United Nations Climate Change Conference 2011, Durban, South Africa 07 December 2011
Lena Ek, Minister for the Environment
Speech by the Minister for the Environment Lena Ek, at the United Nations Climate Change Conference 2011, Durban, South Africa
Madame President, ministers, delegates, friends,
We are gathered here in beautiful Durban in the inspiring country of South Africa. It is good to be here!
In Cancun, together we showed the world that the UN-system of multilateral cooperation is capable of delivering results. Sweden, is a strong believer and supporter of this process and of multilateralism.
Climate change is one of the most challenging issues for mankind. We are moving forward, but we need a dramatic increase in ambition when it comes to mitigation, adaptation and means of implementation.
To achieve this, we all need to contribute, in line with the principle of common but differentiated responsibilities and respective capabilities. Developed countries must take the lead, but we all have a shared responsibility for the future. This is why I believe we need a comprehensive, rules-based, legally binding framework covering all countries.
In Durban we want to be able to commit to a second Kyoto period. However, the environmental integrity of the protocol needs to be improved and we must complement Kyoto with an agreement to cover the 85% of emissions that it seems otherwise will be left outside.
It took us long and hard negotiations to present a proposal for the rules-based system of Kyoto. It then took another round of tough negotiations over many years to agree on the Marrakesh accords with rules for flexible mechanisms, land use etc. Not all of us have quantified commitments in Kyoto, but all of us who ratified the Protocol have agreed that its rules make sense. Let us use this foundation and develop a new agreement housing a broader group of countries.
We are here in Durban also to operationalise the Cancun Agreements. Cancun gave us the contours of various instruments and institutions and Durban has the opportunity to give them life. The Green Climate Fund is part of this architecture and it needs to be put in place. The fund will be an important channel to support mitigation and adaptation efforts in developing countries.
We can't leave Durban without clearly addressing the emission gap. We should take a decision that acknowledges this here in Durban, and start work on the options available for closing it. This means raising our ambition, and in doing this, the developed world will have to raise the ambitions relatively more compared to developing countries. Sweden is on track to meet our national 2020 target to cut emissions by 40% compared to 1990. Over 4 years we provide over a billion dollar in fast start finance. Rather than hampering growth, effective measures to put a price on carbon, such as the Swedish carbon tax, drive innovation and are widely supported by the public. It also spurs innovation and competitiveness!

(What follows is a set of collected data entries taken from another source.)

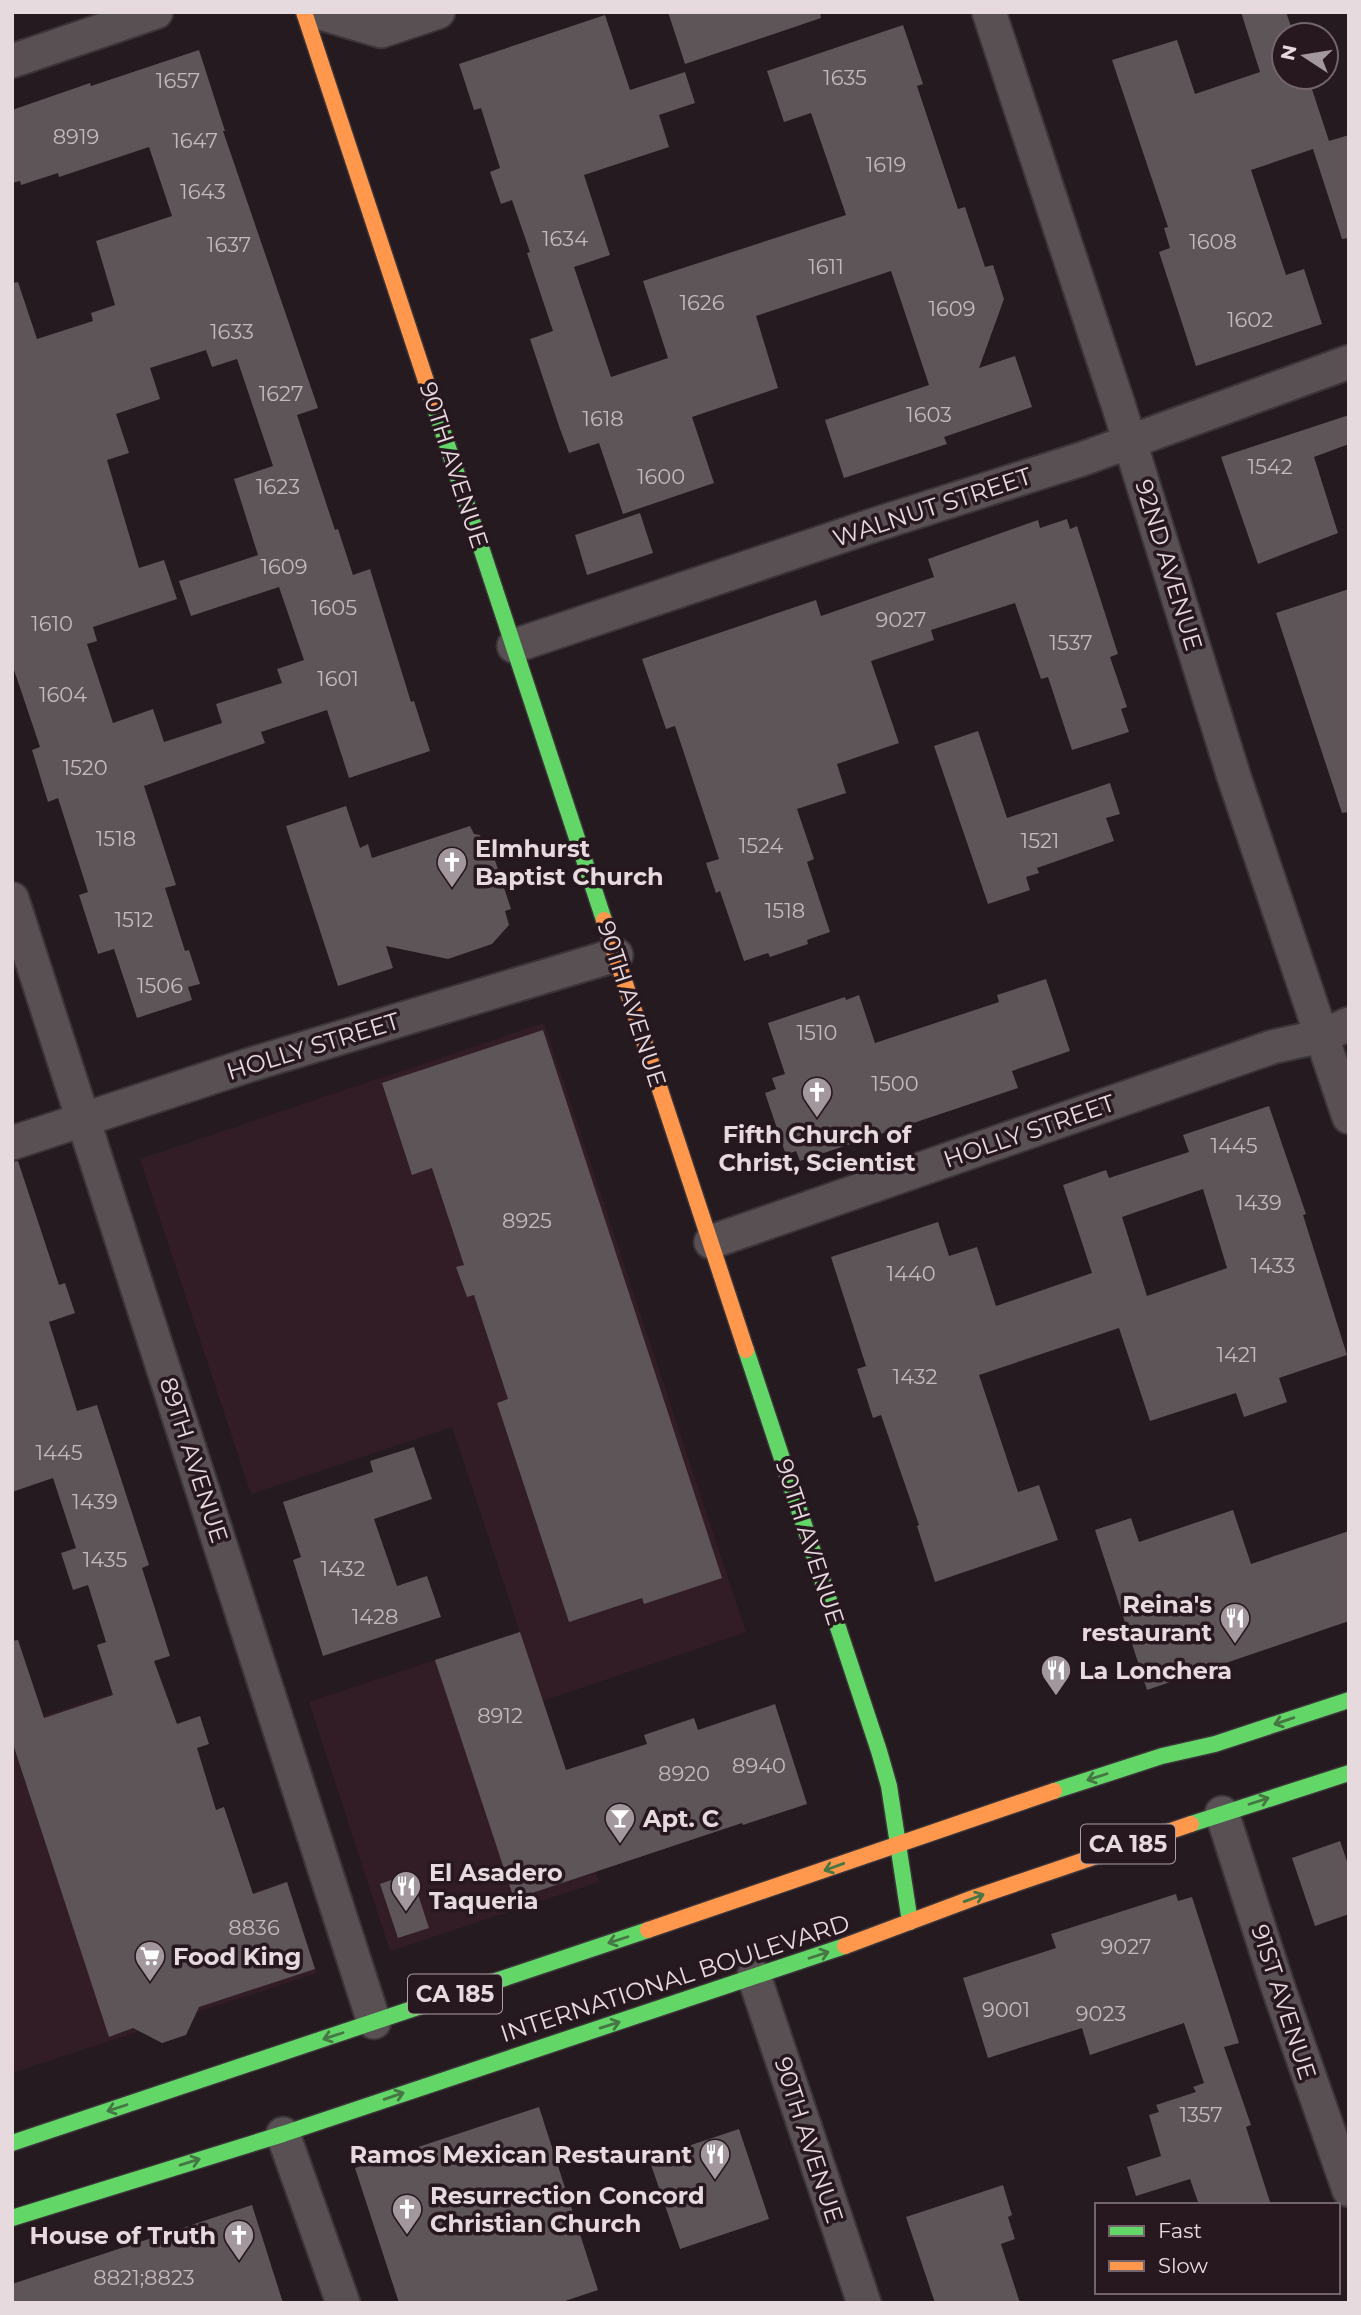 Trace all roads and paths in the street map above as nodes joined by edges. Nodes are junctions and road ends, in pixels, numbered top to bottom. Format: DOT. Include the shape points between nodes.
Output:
graph roads {
  1 [pos="156,12"];
  2 [pos="304,12"];
  3 [pos="317,12"];
  4 [pos="438,12"];
  5 [pos="989,12"];
  6 [pos="12,61"];
  7 [pos="1349,362"];
  8 [pos="1130,442"];
  9 [pos="514,646"];
  10 [pos="12,899"];
  11 [pos="616,955"];
  12 [pos="1335,1030"];
  13 [pos="1349,1117"];
  14 [pos="84,1119"];
  15 [pos="12,1143"];
  16 [pos="711,1242"];
  17 [pos="1349,1700"];
  18 [pos="1349,1773"];
  19 [pos="1222,1813"];
  20 [pos="898,1844"];
  21 [pos="910,1922"];
  22 [pos="754,1976"];
  23 [pos="374,2022"];
  24 [pos="283,2134"];
  25 [pos="12,2143"];
  26 [pos="1349,2190"];
  27 [pos="12,2218"];
  28 [pos="343,2303"];
  29 [pos="864,2303"];
  1 -- 6 [label="street"];
  2 -- 9 [label="main road, 90TH AVENUE"];
  3 -- 4 [label="street" via="381,31"];
  5 -- 8 [label="street, 92ND AVENUE"];
  7 -- 8 [label="street, WALNUT STREET"];
  8 -- 9 [label="street, WALNUT STREET"];
  8 -- 12 [label="street, 92ND AVENUE" via="1234,776"];
  9 -- 11 [label="main road, 90TH AVENUE"];
  10 -- 14 [label="street, 89TH AVENUE"];
  11 -- 14 [label="street, HOLLY STREET"];
  11 -- 16 [label="main road, 90TH AVENUE"];
  12 -- 13 [label="street, 92ND AVENUE"];
  12 -- 16 [label="street, HOLLY STREET" via="1272,1047"];
  14 -- 15 [label="street, HOLLY STREET"];
  14 -- 23 [label="street, 89TH AVENUE"];
  16 -- 20 [label="main road, 90TH AVENUE" via="879,1751"];
  17 -- 20 [label="main road, CA 185, one-way" via="1215,1745 1162,1756"];
  19 -- 18 [label="main road, INTERNATIONAL BOULEVARD / CA 185, one-way"];
  21 -- 19 [label="main road, INTERNATIONAL BOULEVARD / CA 185, one-way"];
  19 -- 26 [label="street, 91ST AVENUE"];
  20 -- 21 [label="main road, 90TH AVENUE"];
  20 -- 23 [label="main road, CA 185, one-way"];
  22 -- 21 [label="main road, INTERNATIONAL BOULEVARD / CA 185, one-way"];
  24 -- 22 [label="main road, INTERNATIONAL BOULEVARD / CA 185, one-way"];
  22 -- 29 [label="street, 90TH AVENUE"];
  23 -- 25 [label="main road, CA 185, one-way"];
  27 -- 24 [label="main road, INTERNATIONAL BOULEVARD / CA 185, one-way"];
  24 -- 28 [label="street"];
}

Sweden has a Roadmap to 2050 which envisions no net emissions in 2050. Through a consultative process, involving various stakeholders and civil society, we will go through sector by sector to determine what needs to be done year by year to reach this vision. I am convinced that bold climate policy, in line with what science tells us, is not a cost, but rather it is an opportunity that is good for our competitiveness, for sustainable development.
We have a fundamental challenge ahead of us to meet here in Durban. And we must all stretch our mandates for the benefit of the future of the planet.
Madame President, let me finally express our gratitude and our admiration for the way you and your team have organized this conference. We put trust in your excellent leadership to keep guiding us to a successful outcome here in Durban.